-- Records follows --
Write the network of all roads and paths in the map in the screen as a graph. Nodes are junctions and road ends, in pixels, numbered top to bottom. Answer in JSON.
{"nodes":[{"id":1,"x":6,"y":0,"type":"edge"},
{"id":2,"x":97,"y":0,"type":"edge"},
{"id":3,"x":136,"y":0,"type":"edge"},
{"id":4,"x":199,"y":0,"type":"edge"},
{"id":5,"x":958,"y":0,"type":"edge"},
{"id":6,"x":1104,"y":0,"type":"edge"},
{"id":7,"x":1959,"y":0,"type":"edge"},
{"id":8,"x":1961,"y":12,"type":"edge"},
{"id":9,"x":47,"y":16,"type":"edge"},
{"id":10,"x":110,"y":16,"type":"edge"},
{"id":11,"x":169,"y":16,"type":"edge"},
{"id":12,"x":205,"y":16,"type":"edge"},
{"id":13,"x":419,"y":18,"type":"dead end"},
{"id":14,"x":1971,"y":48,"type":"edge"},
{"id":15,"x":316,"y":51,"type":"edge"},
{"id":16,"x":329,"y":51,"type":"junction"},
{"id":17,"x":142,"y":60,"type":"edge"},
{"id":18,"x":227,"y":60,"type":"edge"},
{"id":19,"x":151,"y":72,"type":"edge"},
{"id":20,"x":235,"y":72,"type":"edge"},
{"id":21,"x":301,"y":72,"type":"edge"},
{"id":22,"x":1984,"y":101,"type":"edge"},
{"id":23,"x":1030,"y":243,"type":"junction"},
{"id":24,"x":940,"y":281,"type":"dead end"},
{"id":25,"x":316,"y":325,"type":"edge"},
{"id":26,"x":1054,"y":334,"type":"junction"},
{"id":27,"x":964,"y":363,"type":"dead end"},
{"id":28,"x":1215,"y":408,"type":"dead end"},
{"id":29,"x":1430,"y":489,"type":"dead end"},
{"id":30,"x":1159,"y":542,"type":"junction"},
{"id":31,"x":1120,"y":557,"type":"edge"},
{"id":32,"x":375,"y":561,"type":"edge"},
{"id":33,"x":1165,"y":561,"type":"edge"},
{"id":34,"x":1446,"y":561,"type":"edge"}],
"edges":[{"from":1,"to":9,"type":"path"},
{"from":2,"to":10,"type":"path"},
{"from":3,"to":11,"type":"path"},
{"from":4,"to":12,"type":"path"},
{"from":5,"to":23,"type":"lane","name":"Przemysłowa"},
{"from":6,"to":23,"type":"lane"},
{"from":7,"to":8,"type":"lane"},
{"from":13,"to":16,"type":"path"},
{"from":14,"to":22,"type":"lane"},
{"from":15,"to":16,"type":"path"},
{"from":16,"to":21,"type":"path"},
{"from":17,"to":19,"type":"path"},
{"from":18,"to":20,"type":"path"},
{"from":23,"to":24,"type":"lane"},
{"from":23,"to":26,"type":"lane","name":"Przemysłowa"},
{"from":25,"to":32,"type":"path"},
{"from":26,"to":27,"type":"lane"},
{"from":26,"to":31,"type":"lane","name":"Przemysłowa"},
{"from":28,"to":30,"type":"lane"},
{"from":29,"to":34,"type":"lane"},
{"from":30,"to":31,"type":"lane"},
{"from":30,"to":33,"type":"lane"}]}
-- Records concluded --
Description of the task —
Line by line, retype all of the records exactly.

Response area —
Write the network of all roads and paths in the map in the screen as a graph. Nodes are junctions and road ends, in pixels, numbered top to bottom. Answer in JSON.
{"nodes":[{"id":1,"x":6,"y":0,"type":"edge"},
{"id":2,"x":97,"y":0,"type":"edge"},
{"id":3,"x":136,"y":0,"type":"edge"},
{"id":4,"x":199,"y":0,"type":"edge"},
{"id":5,"x":958,"y":0,"type":"edge"},
{"id":6,"x":1104,"y":0,"type":"edge"},
{"id":7,"x":1959,"y":0,"type":"edge"},
{"id":8,"x":1961,"y":12,"type":"edge"},
{"id":9,"x":47,"y":16,"type":"edge"},
{"id":10,"x":110,"y":16,"type":"edge"},
{"id":11,"x":169,"y":16,"type":"edge"},
{"id":12,"x":205,"y":16,"type":"edge"},
{"id":13,"x":419,"y":18,"type":"dead end"},
{"id":14,"x":1971,"y":48,"type":"edge"},
{"id":15,"x":316,"y":51,"type":"edge"},
{"id":16,"x":329,"y":51,"type":"junction"},
{"id":17,"x":142,"y":60,"type":"edge"},
{"id":18,"x":227,"y":60,"type":"edge"},
{"id":19,"x":151,"y":72,"type":"edge"},
{"id":20,"x":235,"y":72,"type":"edge"},
{"id":21,"x":301,"y":72,"type":"edge"},
{"id":22,"x":1984,"y":101,"type":"edge"},
{"id":23,"x":1030,"y":243,"type":"junction"},
{"id":24,"x":940,"y":281,"type":"dead end"},
{"id":25,"x":316,"y":325,"type":"edge"},
{"id":26,"x":1054,"y":334,"type":"junction"},
{"id":27,"x":964,"y":363,"type":"dead end"},
{"id":28,"x":1215,"y":408,"type":"dead end"},
{"id":29,"x":1430,"y":489,"type":"dead end"},
{"id":30,"x":1159,"y":542,"type":"junction"},
{"id":31,"x":1120,"y":557,"type":"edge"},
{"id":32,"x":375,"y":561,"type":"edge"},
{"id":33,"x":1165,"y":561,"type":"edge"},
{"id":34,"x":1446,"y":561,"type":"edge"}],
"edges":[{"from":1,"to":9,"type":"path"},
{"from":2,"to":10,"type":"path"},
{"from":3,"to":11,"type":"path"},
{"from":4,"to":12,"type":"path"},
{"from":5,"to":23,"type":"lane","name":"Przemysłowa"},
{"from":6,"to":23,"type":"lane"},
{"from":7,"to":8,"type":"lane"},
{"from":13,"to":16,"type":"path"},
{"from":14,"to":22,"type":"lane"},
{"from":15,"to":16,"type":"path"},
{"from":16,"to":21,"type":"path"},
{"from":17,"to":19,"type":"path"},
{"from":18,"to":20,"type":"path"},
{"from":23,"to":24,"type":"lane"},
{"from":23,"to":26,"type":"lane","name":"Przemysłowa"},
{"from":25,"to":32,"type":"path"},
{"from":26,"to":27,"type":"lane"},
{"from":26,"to":31,"type":"lane","name":"Przemysłowa"},
{"from":28,"to":30,"type":"lane"},
{"from":29,"to":34,"type":"lane"},
{"from":30,"to":31,"type":"lane"},
{"from":30,"to":33,"type":"lane"}]}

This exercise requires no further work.